Work required =>
Find every line below where the word "paths" occurs. Then say how many there are, giving only the number.

Records for this exercise =>
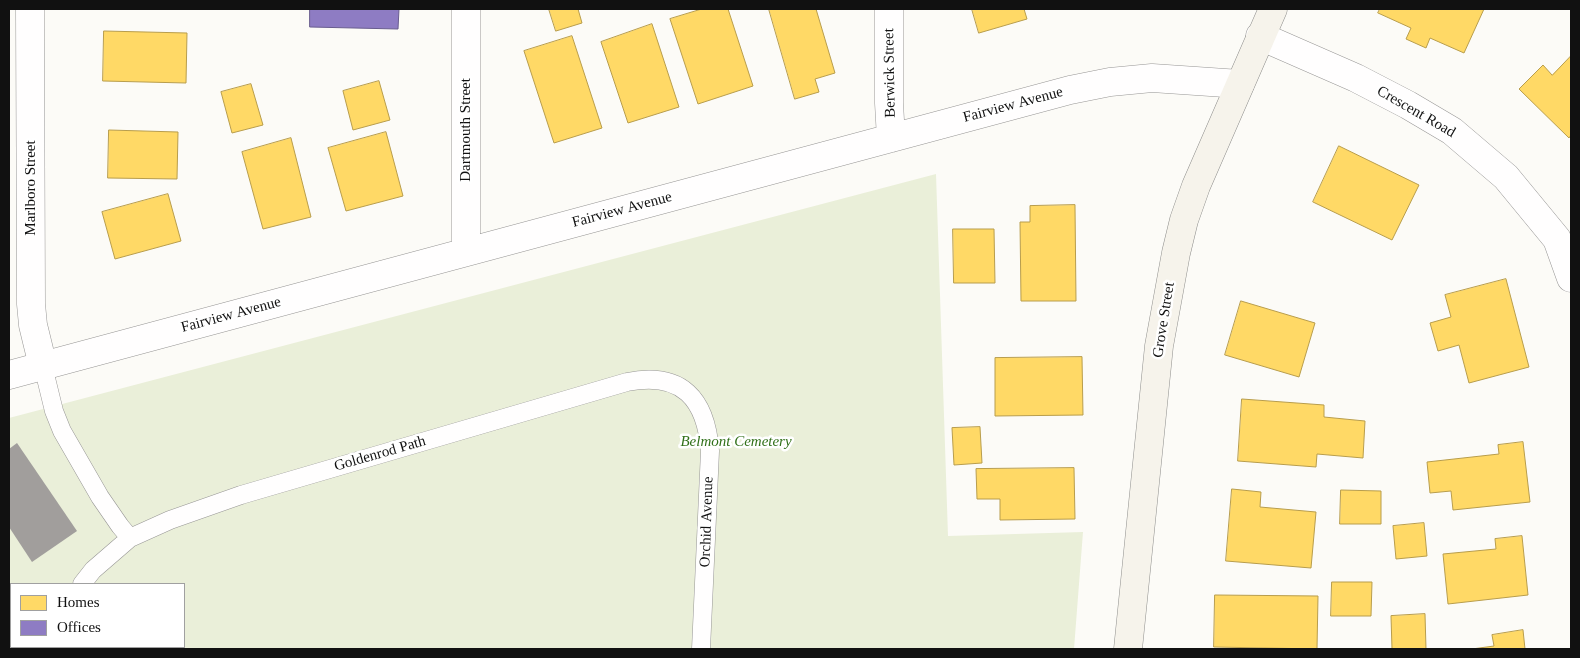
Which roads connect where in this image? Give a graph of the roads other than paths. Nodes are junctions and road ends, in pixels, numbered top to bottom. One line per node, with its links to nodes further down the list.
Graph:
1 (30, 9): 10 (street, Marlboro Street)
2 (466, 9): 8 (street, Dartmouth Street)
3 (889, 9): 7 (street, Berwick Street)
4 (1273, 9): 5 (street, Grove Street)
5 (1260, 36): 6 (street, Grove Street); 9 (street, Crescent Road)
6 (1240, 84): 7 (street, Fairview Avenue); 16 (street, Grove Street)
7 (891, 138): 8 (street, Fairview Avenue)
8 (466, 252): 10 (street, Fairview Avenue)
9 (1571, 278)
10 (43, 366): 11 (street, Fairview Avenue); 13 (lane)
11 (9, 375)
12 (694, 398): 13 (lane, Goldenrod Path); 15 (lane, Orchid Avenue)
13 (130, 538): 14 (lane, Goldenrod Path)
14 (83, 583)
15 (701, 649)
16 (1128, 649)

--

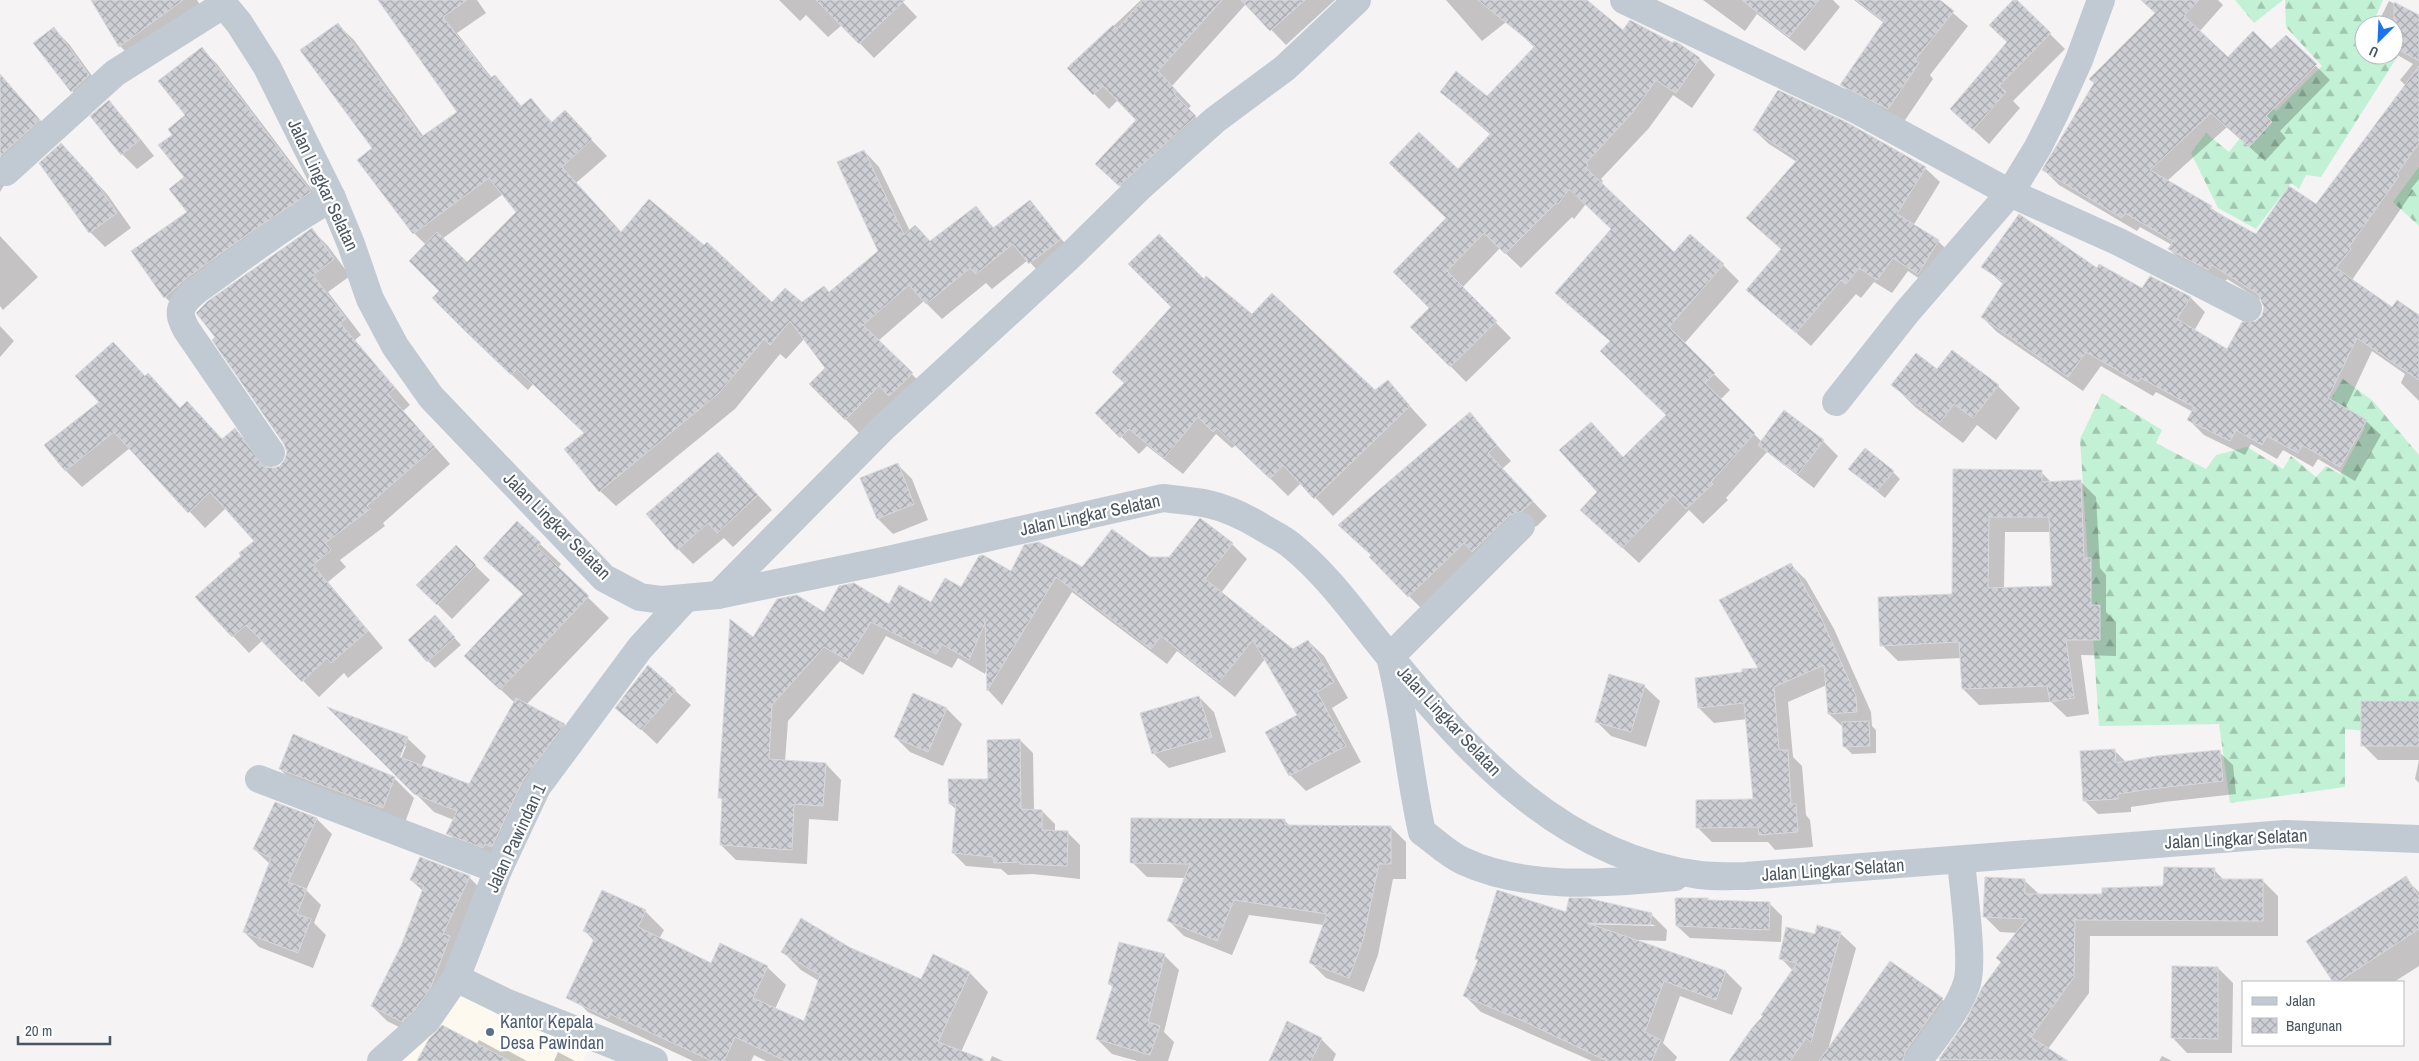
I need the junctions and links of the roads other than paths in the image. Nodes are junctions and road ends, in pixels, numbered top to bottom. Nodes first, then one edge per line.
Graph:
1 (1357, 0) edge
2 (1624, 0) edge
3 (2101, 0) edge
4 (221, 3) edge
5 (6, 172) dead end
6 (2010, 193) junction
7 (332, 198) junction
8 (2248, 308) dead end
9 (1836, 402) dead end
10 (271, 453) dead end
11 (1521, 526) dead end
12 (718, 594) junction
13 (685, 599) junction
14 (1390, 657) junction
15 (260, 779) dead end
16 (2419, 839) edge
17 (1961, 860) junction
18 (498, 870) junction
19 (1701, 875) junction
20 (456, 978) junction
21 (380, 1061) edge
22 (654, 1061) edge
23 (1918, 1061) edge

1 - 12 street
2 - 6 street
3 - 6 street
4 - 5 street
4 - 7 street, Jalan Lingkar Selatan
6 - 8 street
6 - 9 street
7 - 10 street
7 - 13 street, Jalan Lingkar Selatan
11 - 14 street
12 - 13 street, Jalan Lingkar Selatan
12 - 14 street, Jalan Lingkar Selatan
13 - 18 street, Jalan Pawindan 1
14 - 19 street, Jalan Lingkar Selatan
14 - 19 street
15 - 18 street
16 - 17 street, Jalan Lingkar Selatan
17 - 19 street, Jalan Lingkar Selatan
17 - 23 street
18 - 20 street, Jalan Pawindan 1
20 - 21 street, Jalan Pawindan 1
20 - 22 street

==

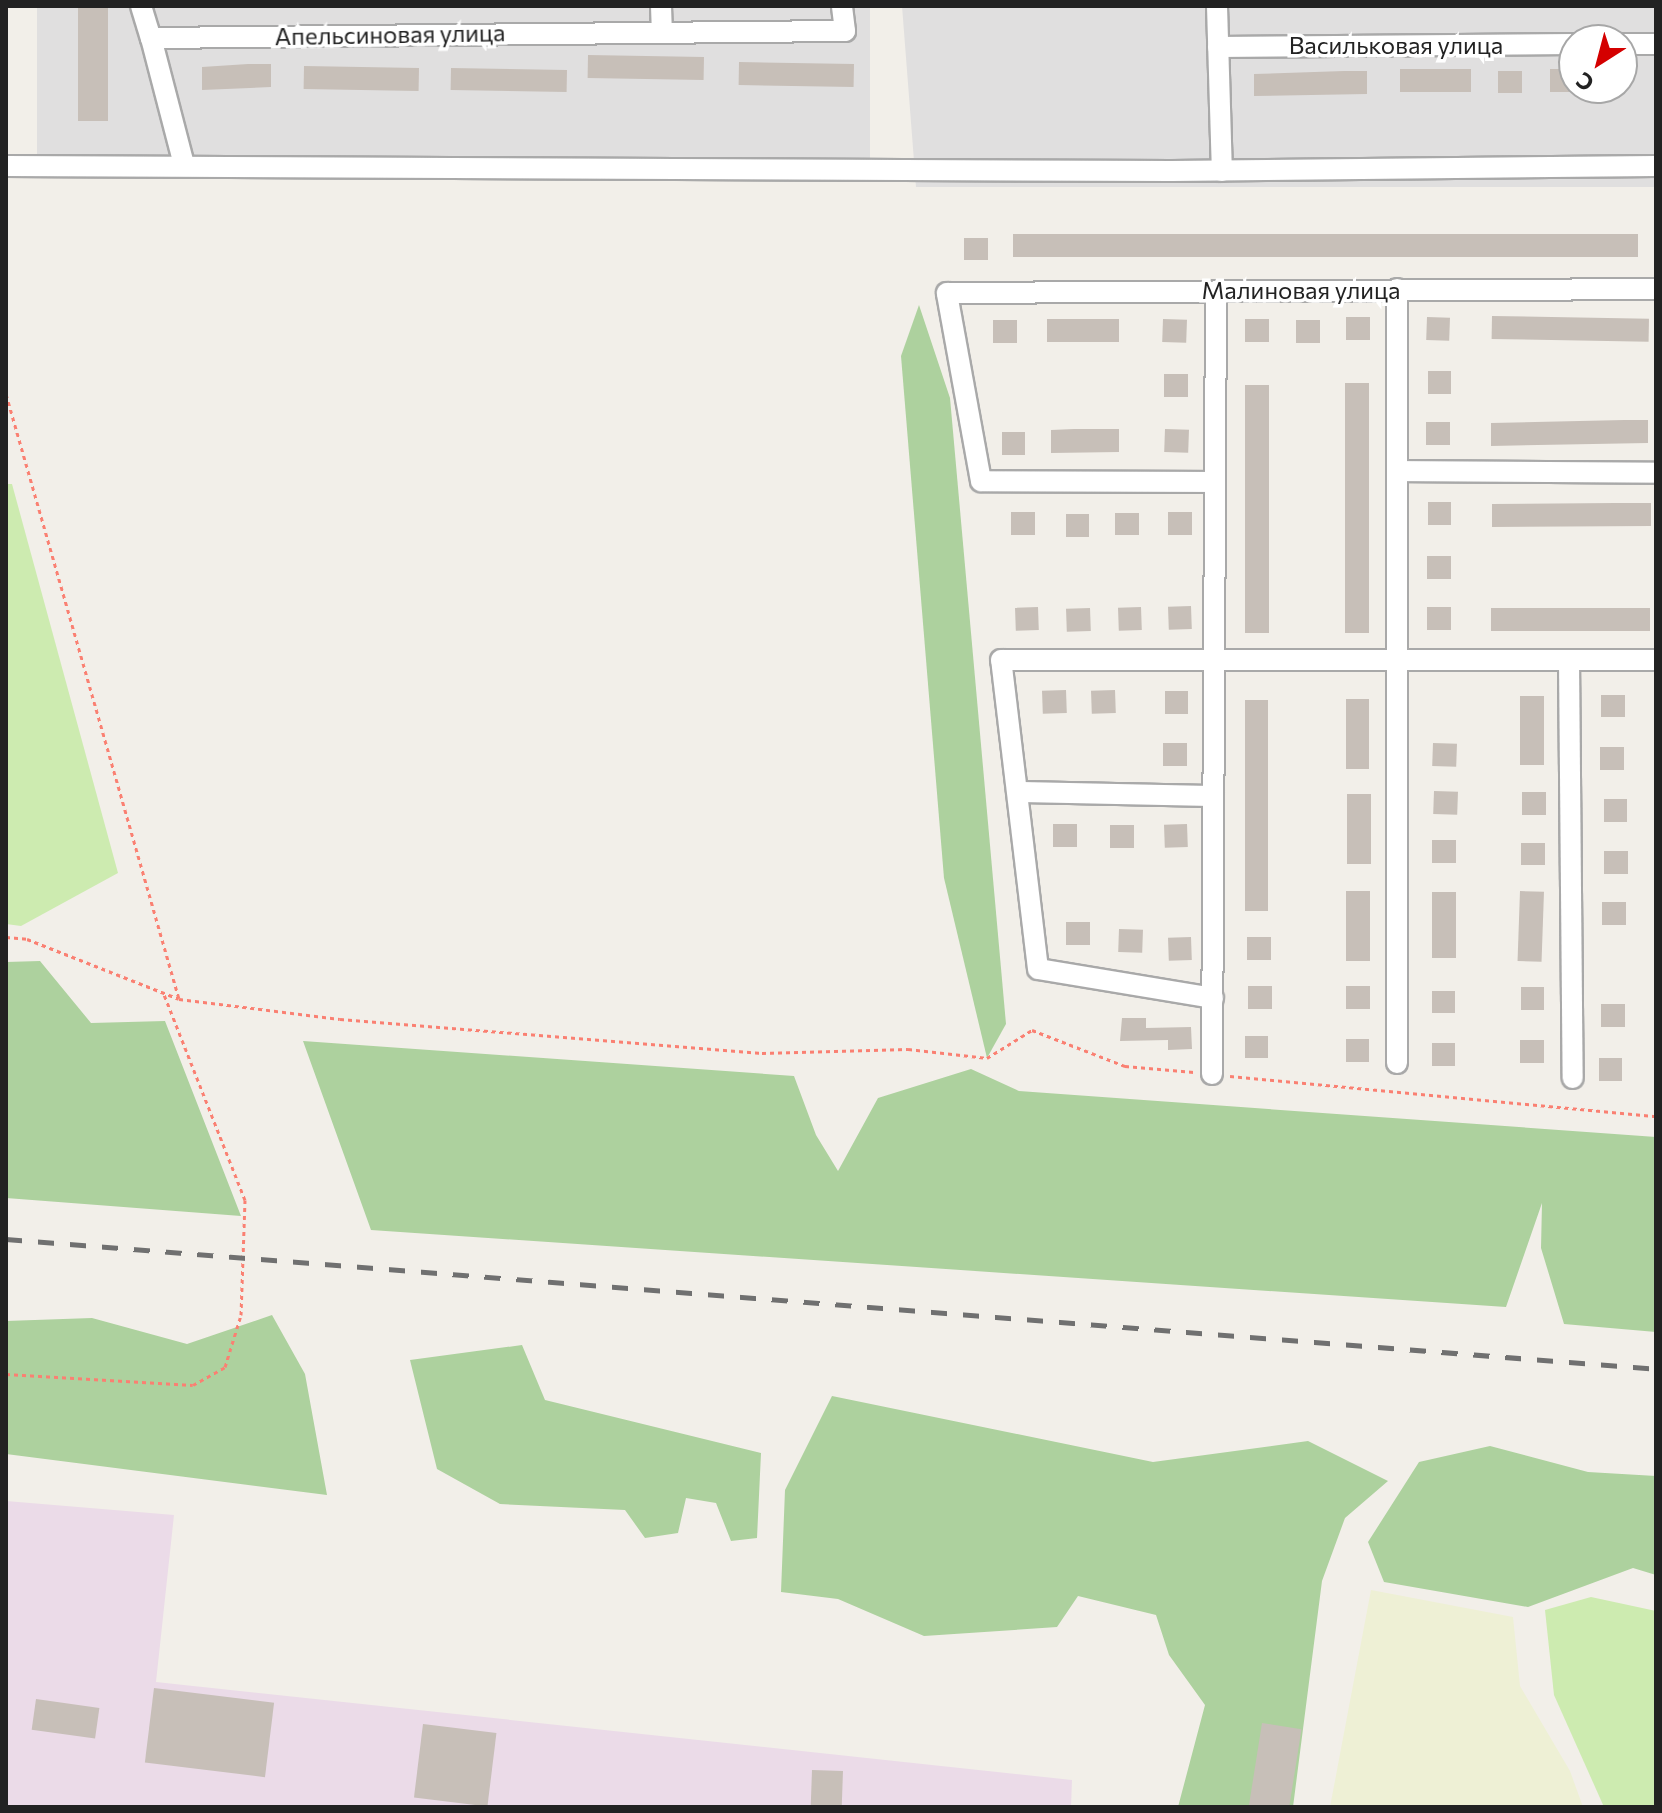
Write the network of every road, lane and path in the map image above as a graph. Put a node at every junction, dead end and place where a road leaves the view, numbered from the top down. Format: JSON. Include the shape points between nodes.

Expected output =>
2